6. A base station comprising:

at least one of a receiving section and a transmission section, the transmission section transmitting a downlink channel in repetition, and the receiving section receiving an uplink channel that is transmitted in repetition, in one or more partial frequency bands (BWPs (Bandwidth Parts)) configured in a carrier; and

a control section that exerts control so that no BWP switching takes place during at least one of the repetition transmission of the downlink channel and the repetition transmission of the uplink channel.
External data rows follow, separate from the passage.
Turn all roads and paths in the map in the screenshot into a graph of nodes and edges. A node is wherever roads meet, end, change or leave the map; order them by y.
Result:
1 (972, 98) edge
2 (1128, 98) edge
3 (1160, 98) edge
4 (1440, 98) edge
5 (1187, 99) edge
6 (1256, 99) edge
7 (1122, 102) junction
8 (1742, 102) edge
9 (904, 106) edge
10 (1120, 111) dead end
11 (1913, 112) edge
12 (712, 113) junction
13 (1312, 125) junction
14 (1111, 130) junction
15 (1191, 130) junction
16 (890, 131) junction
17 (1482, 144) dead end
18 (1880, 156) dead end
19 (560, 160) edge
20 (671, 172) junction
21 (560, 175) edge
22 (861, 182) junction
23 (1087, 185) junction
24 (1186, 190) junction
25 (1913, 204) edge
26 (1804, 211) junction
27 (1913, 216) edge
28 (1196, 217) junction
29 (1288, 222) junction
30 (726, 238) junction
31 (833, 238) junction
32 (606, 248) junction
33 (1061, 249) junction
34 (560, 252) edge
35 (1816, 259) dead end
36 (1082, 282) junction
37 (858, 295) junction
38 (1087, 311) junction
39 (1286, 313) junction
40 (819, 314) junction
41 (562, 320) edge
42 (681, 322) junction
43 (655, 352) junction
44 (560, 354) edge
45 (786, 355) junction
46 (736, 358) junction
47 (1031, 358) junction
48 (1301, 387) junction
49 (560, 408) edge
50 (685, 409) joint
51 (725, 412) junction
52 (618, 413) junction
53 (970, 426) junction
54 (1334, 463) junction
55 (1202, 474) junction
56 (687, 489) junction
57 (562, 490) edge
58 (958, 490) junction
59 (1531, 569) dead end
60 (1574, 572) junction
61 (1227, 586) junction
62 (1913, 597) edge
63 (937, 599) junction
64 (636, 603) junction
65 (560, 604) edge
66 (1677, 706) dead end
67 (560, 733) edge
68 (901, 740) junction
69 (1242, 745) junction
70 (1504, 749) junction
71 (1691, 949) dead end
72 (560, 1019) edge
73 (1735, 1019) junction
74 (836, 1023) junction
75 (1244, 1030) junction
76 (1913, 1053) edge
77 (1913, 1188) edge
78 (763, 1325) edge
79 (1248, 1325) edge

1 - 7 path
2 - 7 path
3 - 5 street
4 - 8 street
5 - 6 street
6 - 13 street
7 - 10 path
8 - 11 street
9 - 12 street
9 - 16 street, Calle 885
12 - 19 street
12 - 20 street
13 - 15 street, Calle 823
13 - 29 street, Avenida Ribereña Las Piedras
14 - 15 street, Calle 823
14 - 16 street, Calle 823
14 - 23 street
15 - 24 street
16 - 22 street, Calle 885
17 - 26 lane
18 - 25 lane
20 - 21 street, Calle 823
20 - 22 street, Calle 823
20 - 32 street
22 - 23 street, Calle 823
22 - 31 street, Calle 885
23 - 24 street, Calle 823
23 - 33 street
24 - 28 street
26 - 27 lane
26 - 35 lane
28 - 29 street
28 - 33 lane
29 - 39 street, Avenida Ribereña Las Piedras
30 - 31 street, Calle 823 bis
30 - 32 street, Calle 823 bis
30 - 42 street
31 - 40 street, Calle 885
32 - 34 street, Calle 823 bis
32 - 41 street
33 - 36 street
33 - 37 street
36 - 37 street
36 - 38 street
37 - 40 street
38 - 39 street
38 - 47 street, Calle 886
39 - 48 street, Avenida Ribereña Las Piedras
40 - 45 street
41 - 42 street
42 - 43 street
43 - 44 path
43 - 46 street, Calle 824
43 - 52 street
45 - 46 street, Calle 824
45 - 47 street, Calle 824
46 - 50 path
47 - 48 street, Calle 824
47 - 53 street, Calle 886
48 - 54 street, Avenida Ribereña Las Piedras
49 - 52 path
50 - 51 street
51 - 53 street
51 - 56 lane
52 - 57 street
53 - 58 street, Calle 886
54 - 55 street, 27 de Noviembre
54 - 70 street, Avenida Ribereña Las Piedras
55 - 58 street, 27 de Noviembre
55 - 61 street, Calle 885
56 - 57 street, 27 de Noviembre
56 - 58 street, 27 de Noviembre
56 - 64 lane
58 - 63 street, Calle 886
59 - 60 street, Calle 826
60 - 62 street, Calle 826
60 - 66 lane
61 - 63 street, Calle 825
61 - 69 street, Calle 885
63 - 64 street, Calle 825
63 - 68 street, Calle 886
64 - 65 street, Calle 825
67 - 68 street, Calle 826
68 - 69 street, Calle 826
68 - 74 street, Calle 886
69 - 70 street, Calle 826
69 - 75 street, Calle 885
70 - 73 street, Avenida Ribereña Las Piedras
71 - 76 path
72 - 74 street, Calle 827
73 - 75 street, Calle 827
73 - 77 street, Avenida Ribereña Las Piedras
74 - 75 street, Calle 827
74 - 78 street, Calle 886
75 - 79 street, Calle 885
7. The user terminal according to claim 2, wherein the control section exerts control so that, when the switch from the first BWP to the second BWP is commanded or configured during the repetition transmission, the receipt of the downlink channel that is transmitted in repetition and the repetition transmission of the uplink channel are continued based on a same parameter or restarted by applying a different parameter.

8. The user terminal according to claim 3, wherein the control section exerts control so that, when the switch from the first BWP to the second BWP is commanded or configured during the repetition transmission, the receipt of the downlink channel that is transmitted in repetition and the repetition transmission of the uplink channel are continued based on a same parameter or restarted by applying a different parameter.
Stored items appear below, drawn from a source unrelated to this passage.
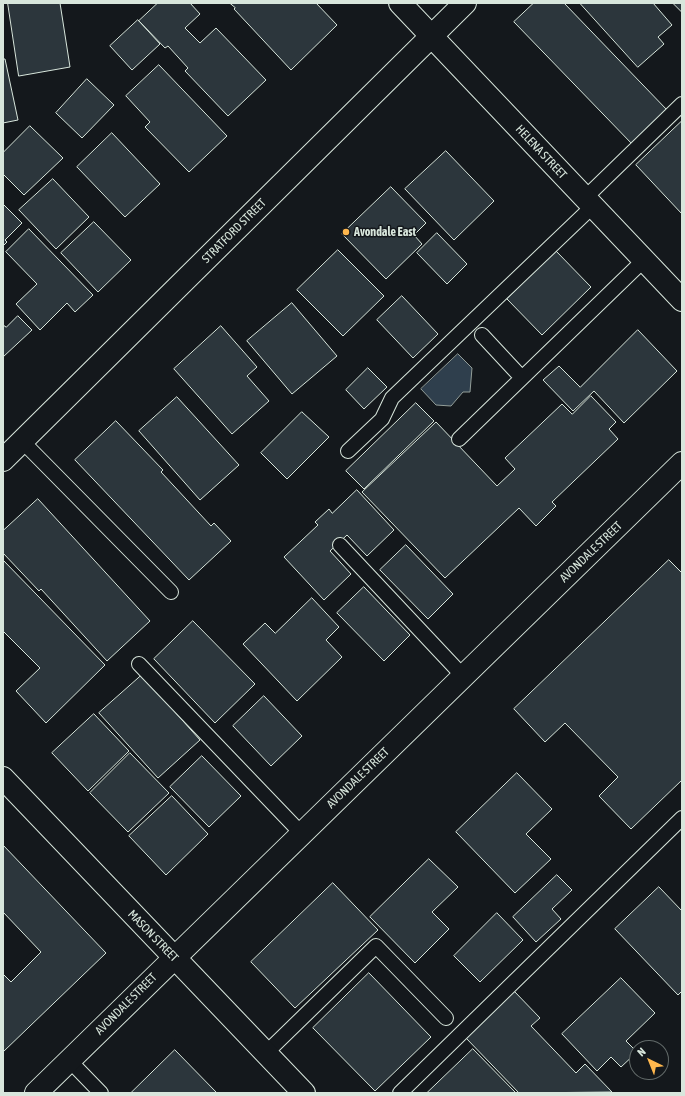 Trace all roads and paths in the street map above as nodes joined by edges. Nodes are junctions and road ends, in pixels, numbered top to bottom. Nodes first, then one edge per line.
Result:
1 (400, 3) edge
2 (465, 3) edge
3 (432, 36) junction
4 (682, 104) edge
5 (589, 202) junction
6 (644, 260) junction
7 (682, 300) edge
8 (482, 335) dead end
9 (522, 378) junction
10 (459, 438) dead end
11 (22, 441) junction
12 (348, 451) dead end
13 (3, 460) edge
14 (682, 463) edge
15 (340, 545) dead end
16 (171, 592) dead end
17 (139, 664) dead end
18 (463, 676) junction
19 (3, 778) edge
20 (682, 818) edge
21 (301, 833) junction
22 (174, 957) junction
23 (446, 1018) dead end
24 (266, 1053) junction
25 (69, 1060) junction
26 (36, 1093) edge
27 (101, 1093) edge
28 (304, 1093) edge
29 (400, 1093) edge

1 - 3 street, HELENA STREET
2 - 3 street, STRATFORD STREET
3 - 5 street, HELENA STREET
3 - 11 street, STRATFORD STREET
4 - 5 lane
5 - 6 street, HELENA STREET
5 - 12 lane
6 - 7 street, HELENA STREET
6 - 9 lane
8 - 9 lane
9 - 10 lane
11 - 13 street, STRATFORD STREET
11 - 16 lane
14 - 18 street, AVONDALE STREET
15 - 18 lane
17 - 21 lane
18 - 21 street, AVONDALE STREET
19 - 22 street, MASON STREET
20 - 29 lane
21 - 22 street, AVONDALE STREET
22 - 24 street, MASON STREET
22 - 25 street, AVONDALE STREET
23 - 24 lane
24 - 28 street, MASON STREET
25 - 26 street, AVONDALE STREET
25 - 27 lane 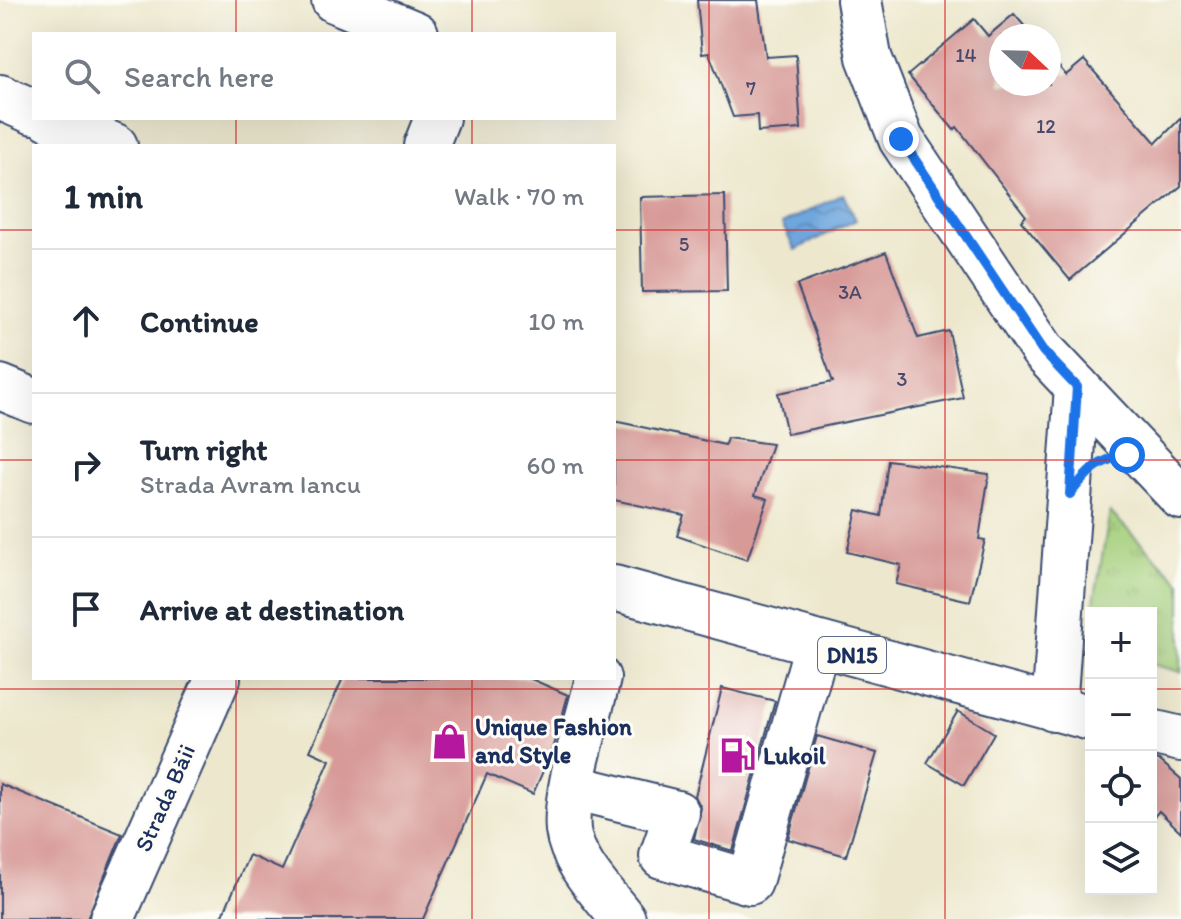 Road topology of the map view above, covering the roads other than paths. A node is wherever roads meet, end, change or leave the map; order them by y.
1 (334, 0) edge
2 (859, 0) edge
3 (411, 32) edge
4 (0, 97) edge
5 (32, 111) edge
6 (54, 120) edge
7 (436, 120) edge
8 (110, 144) edge
9 (427, 144) edge
10 (0, 387) edge
11 (1077, 387) junction
12 (32, 400) edge
13 (1148, 462) junction
14 (1070, 494) junction
15 (1181, 497) edge
16 (616, 596) edge
17 (817, 645) junction
18 (217, 680) edge
19 (598, 680) edge
20 (1073, 714) edge
21 (1157, 733) edge
22 (1181, 739) edge
23 (572, 787) junction
24 (112, 919) edge
25 (623, 919) edge

1 - 3 street
2 - 11 street
4 - 5 street
6 - 8 street
7 - 9 street
10 - 12 street
11 - 13 street
11 - 14 street
13 - 14 street
13 - 15 street
14 - 20 street
16 - 17 street, DN15
17 - 20 street, DN15
17 - 23 street
18 - 24 street, Strada Băii
19 - 23 street
21 - 22 street
23 - 25 street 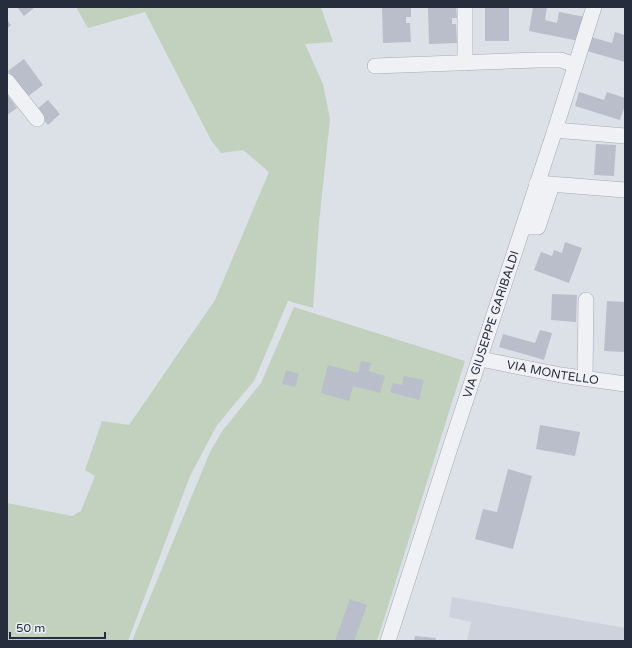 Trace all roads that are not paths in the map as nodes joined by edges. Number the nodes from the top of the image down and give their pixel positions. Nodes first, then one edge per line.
1 (465, 7) edge
2 (594, 7) edge
3 (465, 63) junction
4 (374, 66) dead end
5 (575, 66) junction
6 (7, 81) edge
7 (37, 119) dead end
8 (556, 130) junction
9 (625, 136) edge
10 (537, 183) junction
11 (625, 190) edge
12 (586, 300) dead end
13 (480, 359) junction
14 (585, 378) junction
15 (625, 384) edge
16 (388, 641) edge

1 - 3 street
2 - 5 street, VIA GIUSEPPE GARIBALDI
3 - 4 street
3 - 5 street
5 - 8 street, VIA GIUSEPPE GARIBALDI
6 - 7 street
8 - 9 street
8 - 10 street, VIA GIUSEPPE GARIBALDI
10 - 11 street
10 - 13 street, VIA GIUSEPPE GARIBALDI
12 - 14 street
13 - 14 street, VIA MONTELLO
13 - 16 street, VIA GIUSEPPE GARIBALDI
14 - 15 street, VIA MONTELLO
9. The user terminal according to claim 2, wherein the control section controls the repetition transmission based on an assumption that, when an uplink shared channel that is not scheduled by downlink control information is transmitted in repetition, no BWP switching takes place at least in one of a period for the repetition transmission and a period in which a predetermined repetition of transmission is configured.

10. The user terminal according to claim 3, wherein the control section controls the repetition transmission based on an assumption that, when an uplink shared channel that is not scheduled by downlink control information is transmitted in repetition, no BWP switching takes place at least in one of a period for the repetition transmission and a period in which a predetermined repetition of transmission is configured.

11. The user terminal according to claim 4, wherein the control section controls the repetition transmission based on an assumption that, when an uplink shared channel that is not scheduled by downlink control information is transmitted in repetition, no BWP switching takes place at least in one of a period for the repetition transmission and a period in which a predetermined repetition of transmission is configured.